Every line of the entries below that includes "Turn" belongs in the answer, copied as written.

_DATA EXTRACTS_
****************************************

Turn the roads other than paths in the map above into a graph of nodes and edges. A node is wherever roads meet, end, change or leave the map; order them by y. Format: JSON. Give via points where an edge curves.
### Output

****************************************

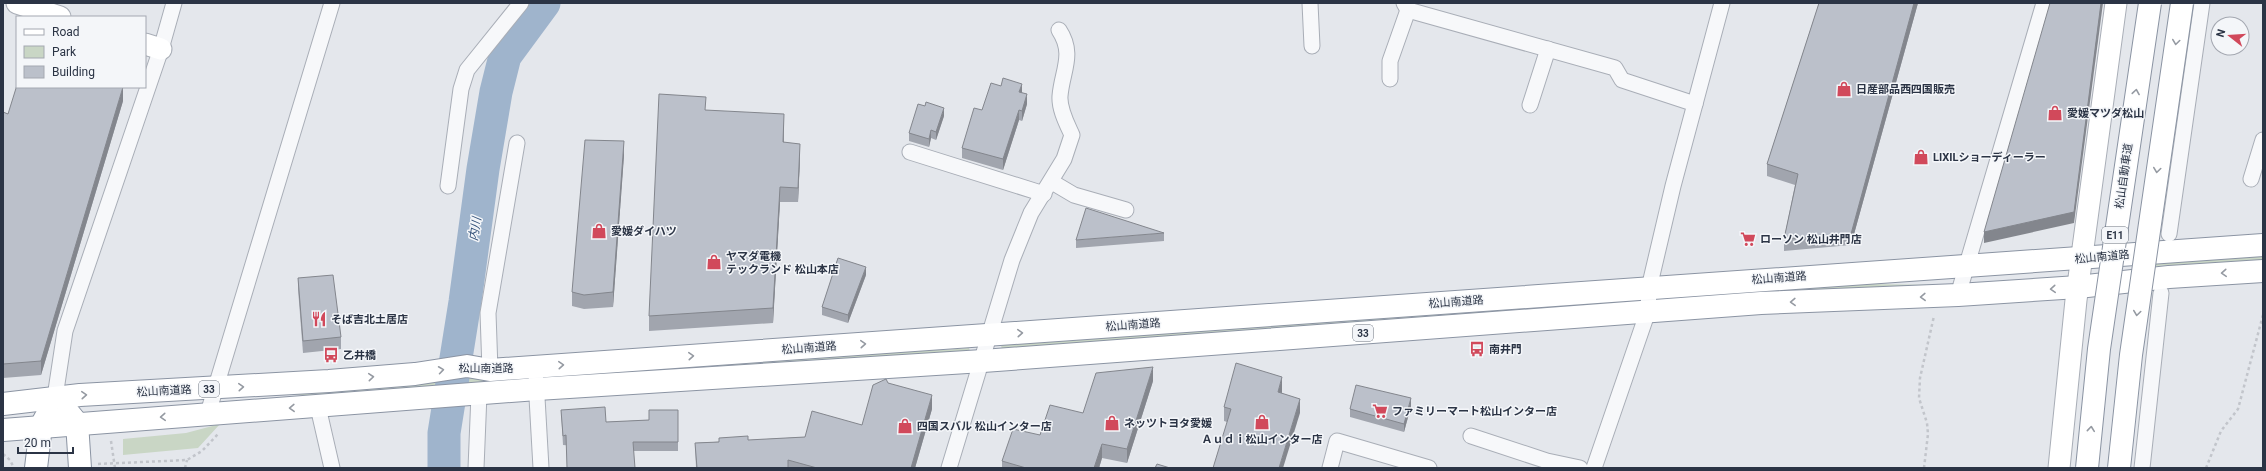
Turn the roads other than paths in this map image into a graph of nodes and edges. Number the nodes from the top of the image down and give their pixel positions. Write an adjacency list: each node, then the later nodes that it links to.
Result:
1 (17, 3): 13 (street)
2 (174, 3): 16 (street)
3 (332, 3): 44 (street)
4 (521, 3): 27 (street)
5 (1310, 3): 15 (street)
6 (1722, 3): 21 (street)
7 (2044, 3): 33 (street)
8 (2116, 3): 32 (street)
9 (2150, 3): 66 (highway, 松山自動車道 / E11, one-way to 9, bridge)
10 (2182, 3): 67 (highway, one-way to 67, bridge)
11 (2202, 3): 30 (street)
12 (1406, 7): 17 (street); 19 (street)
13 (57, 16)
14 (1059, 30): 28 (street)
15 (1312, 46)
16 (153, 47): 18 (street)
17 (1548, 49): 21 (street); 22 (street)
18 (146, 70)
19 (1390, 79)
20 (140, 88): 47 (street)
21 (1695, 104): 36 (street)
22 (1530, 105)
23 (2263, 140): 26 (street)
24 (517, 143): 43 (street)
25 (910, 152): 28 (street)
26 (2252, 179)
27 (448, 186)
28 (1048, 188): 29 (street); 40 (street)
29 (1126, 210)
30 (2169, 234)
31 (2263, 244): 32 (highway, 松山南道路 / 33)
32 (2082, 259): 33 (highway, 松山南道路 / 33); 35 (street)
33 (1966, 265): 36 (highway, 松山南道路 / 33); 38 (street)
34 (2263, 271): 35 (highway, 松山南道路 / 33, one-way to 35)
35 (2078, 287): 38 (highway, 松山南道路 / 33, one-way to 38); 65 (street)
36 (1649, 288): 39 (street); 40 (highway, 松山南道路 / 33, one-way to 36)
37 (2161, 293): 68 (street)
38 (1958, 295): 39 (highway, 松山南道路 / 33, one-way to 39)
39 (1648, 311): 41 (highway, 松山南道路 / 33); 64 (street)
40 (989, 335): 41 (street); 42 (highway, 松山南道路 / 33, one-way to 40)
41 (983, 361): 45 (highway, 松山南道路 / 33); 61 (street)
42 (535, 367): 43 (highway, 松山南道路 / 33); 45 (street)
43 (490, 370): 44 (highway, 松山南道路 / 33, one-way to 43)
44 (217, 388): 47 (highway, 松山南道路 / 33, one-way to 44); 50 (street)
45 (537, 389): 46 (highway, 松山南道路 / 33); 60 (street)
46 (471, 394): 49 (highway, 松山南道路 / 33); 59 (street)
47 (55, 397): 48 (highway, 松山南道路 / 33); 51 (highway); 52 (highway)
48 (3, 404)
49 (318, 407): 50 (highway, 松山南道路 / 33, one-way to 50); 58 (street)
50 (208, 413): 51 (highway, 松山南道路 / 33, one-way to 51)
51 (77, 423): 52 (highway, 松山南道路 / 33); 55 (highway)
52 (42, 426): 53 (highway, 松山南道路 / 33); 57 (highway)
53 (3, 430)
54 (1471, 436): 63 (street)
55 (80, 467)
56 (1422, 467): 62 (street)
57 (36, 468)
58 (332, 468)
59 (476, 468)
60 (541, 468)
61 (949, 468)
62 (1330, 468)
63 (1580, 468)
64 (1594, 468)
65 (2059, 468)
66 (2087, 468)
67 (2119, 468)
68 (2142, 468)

****************************************

_EXERCISE RESPONSE_
Turn the roads other than paths in the map above into a graph of nodes and edges. A node is wherever roads meet, end, change or leave the map; order them by y. Format: JSON. Give via points where an edge curves.
Turn the roads other than paths in this map image into a graph of nodes and edges. Number the nodes from the top of the image down and give their pixel positions. Write an adjacency list: each node, then the later nodes that it links to.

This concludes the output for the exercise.